Im Nachhinein bin ich nicht mehr ganz so überrascht, es fügen sich plötzlich Indizien zu einem Bild. Auch weiß ich um die, nun ja, gewisse Unbeständigkeit der großstädtischen Frauen und um den, ich möchte es ausnahmsweise diplomatisch sagen, Erlebnishunger, den man speziell den Damen aus der Hauptstadt nachsagt. Ihre letzten Worte an mich waren "War nett", denen ich ein "Äh, ja, war es" zurückstotterte, überrascht ob dieser persönlichen Wendung. Dabei war unser dem Grunde nach ja rein professionelles Verhältnis immer irgendwie persönlich gewesen.
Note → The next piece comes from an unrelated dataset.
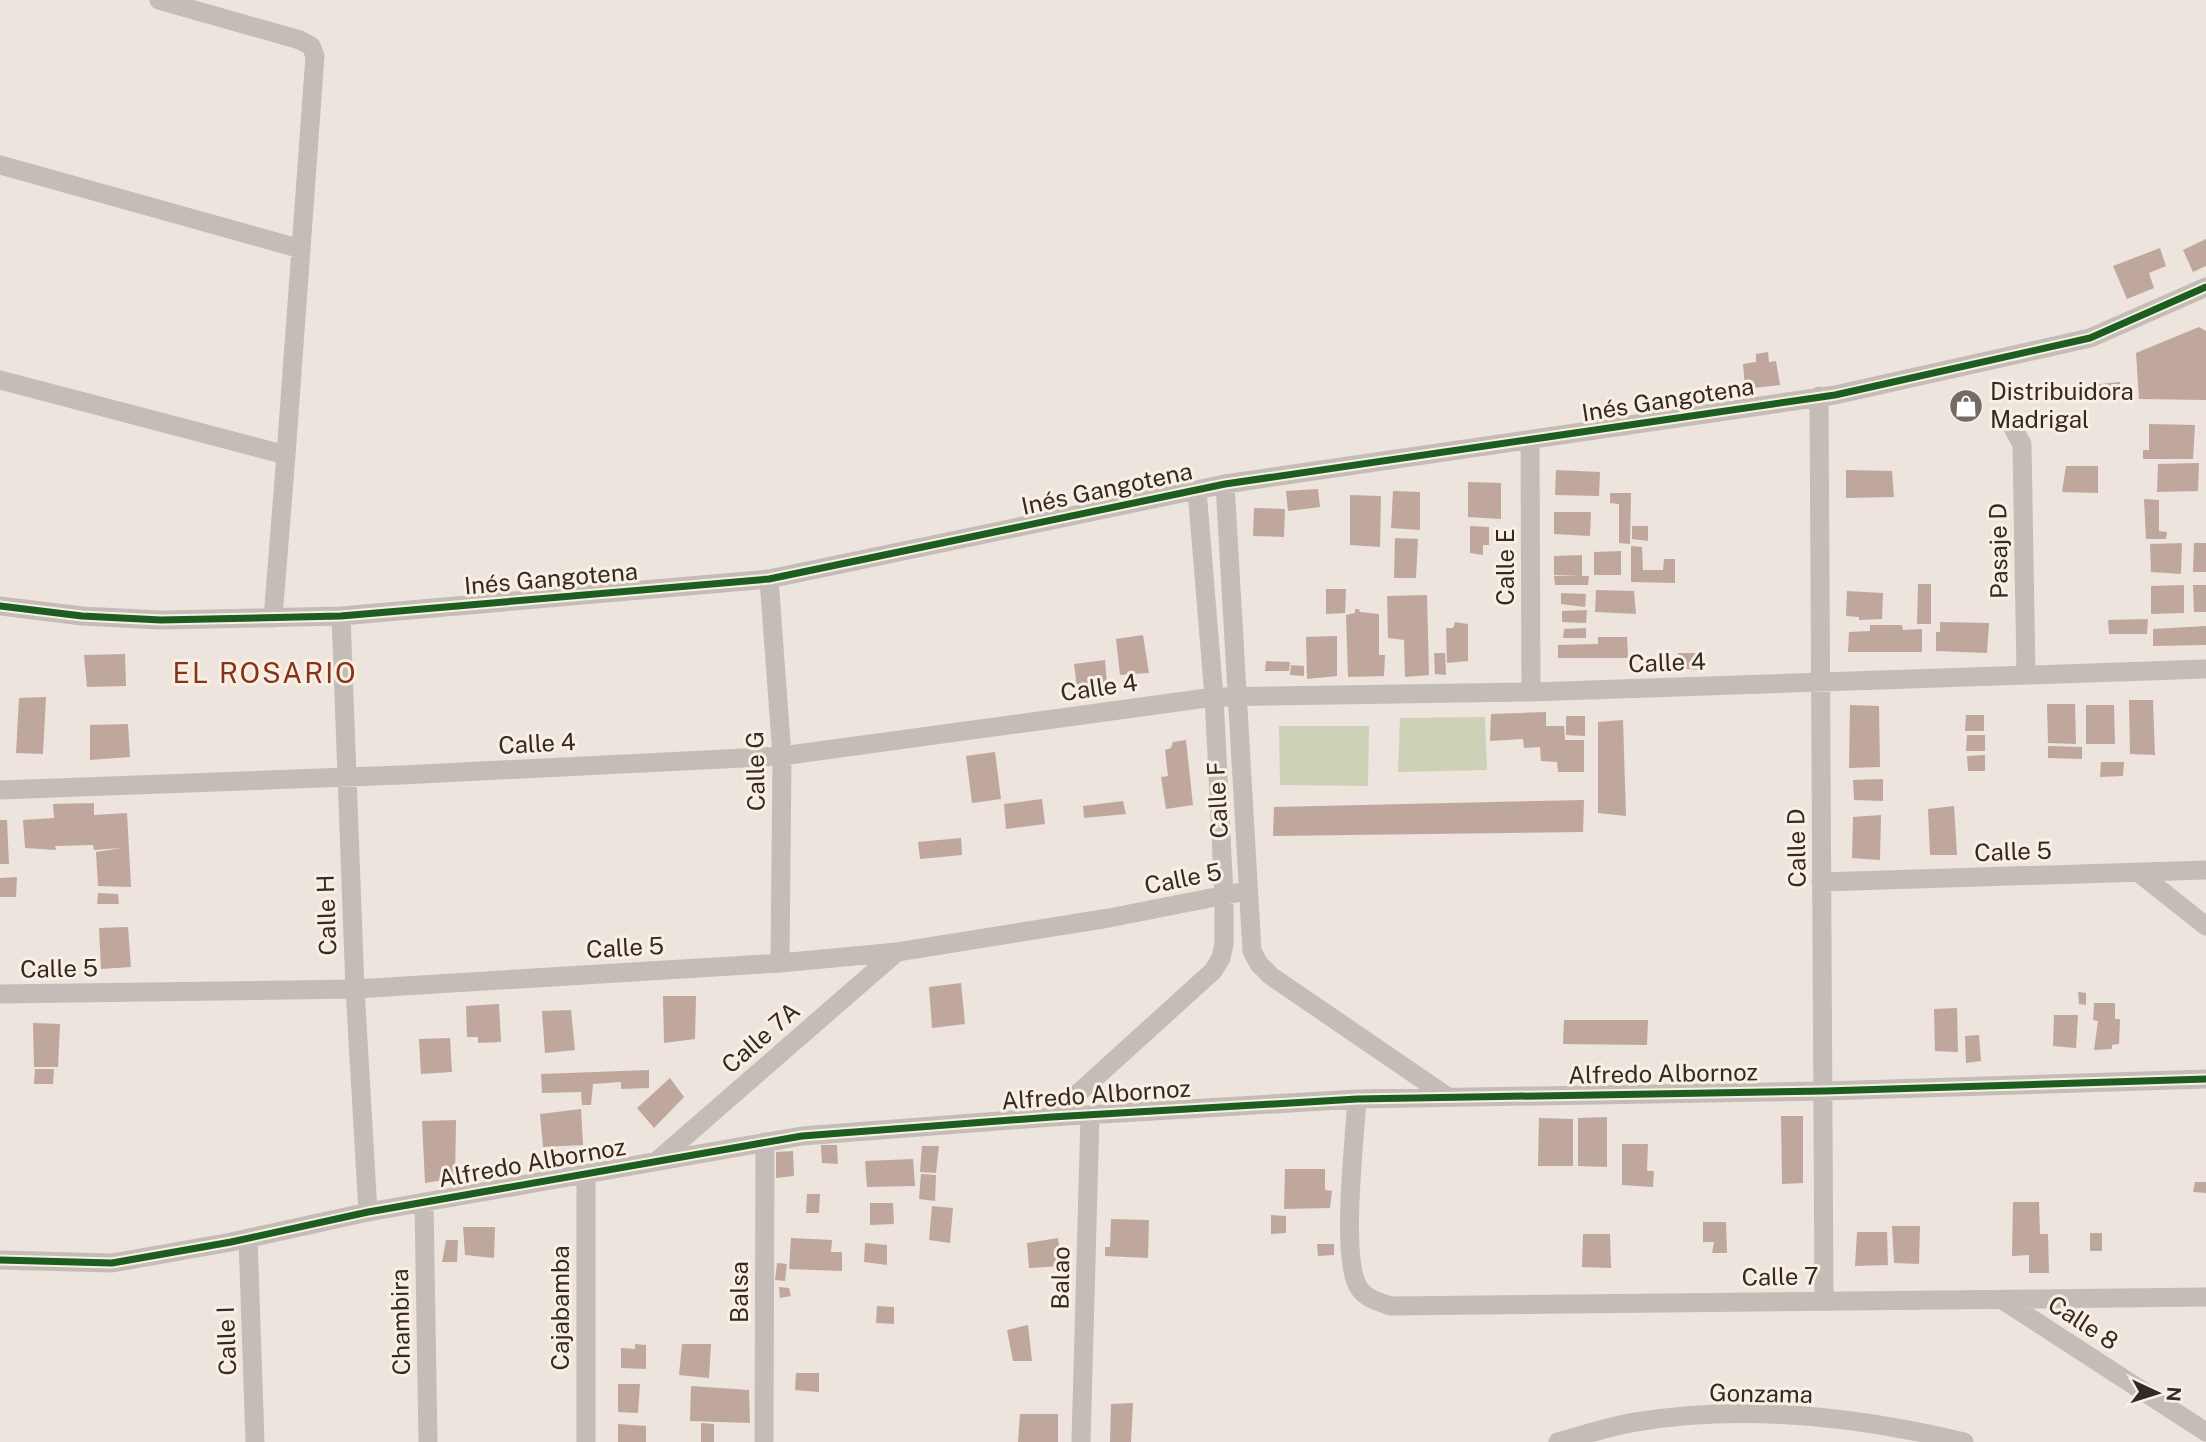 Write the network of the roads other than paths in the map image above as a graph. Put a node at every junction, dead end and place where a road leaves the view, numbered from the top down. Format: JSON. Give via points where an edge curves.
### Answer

Jemand, der einem nicht nur die Zukunft aus einem Tropfen Blut lesen konnte, sondern auch wußte, was es mit den gestörten Herztönen auf sich hatte, kann einem ja nicht unpersönlich gegenüberstehen und die Druckmanschette überstreifen oder mit einer großen Stimmgabel die Nervenbahnen in den Füßen überprüfen. Was man halt so macht, wenn man sich mag oder zehn Euro bezahlt.
Vielleicht wollte sie zurück, da war immer dieser Glanz in ihren Augen, wenn sie von Wochenenden in der großen Stadt erzählte. Vielleicht gefiel ihr die Arbeit nicht. Ihren Terminkalender, sagte man mir, habe ein Kollege übernommen. Ich sagte, ich nehme das persönlich, und ich lehne das ab.
>>> Geräusch des Tages: Smokey Robinson, Gotta Dance To Keep From Crying

Samstag, 24. April 2010

Und selber? Heute mal lieber nur im Viertel agitiert. Blogger, laß das Glotzen sein/Komm' herunter, reih' dich ein! vor mich hingesummt und die soziale Vernetzung auf der Straße bereichert. Wir wollen das hier nicht, habe ich gehört, das sei schädlich für die Gesundheit.

Dieses Jahr besteht die fatale Aussicht, daß es wiederholt eine Marienkäferplage geben wird. Wir erinnern uns an letztes Jahr, Invasion an der Ostsee usw. Den ersten fetten Brummer habe ich bereits gesichtet und muß erneut warnen: Die Biester haben rasant dazugelernt, sie haben mittlerweile das Rad erfunden. Bei dem Tempo vermute ich, daß sie nächstes Jahr die Sache mit dem Schießpulver begriffen haben werden - und dann gnade uns Gott!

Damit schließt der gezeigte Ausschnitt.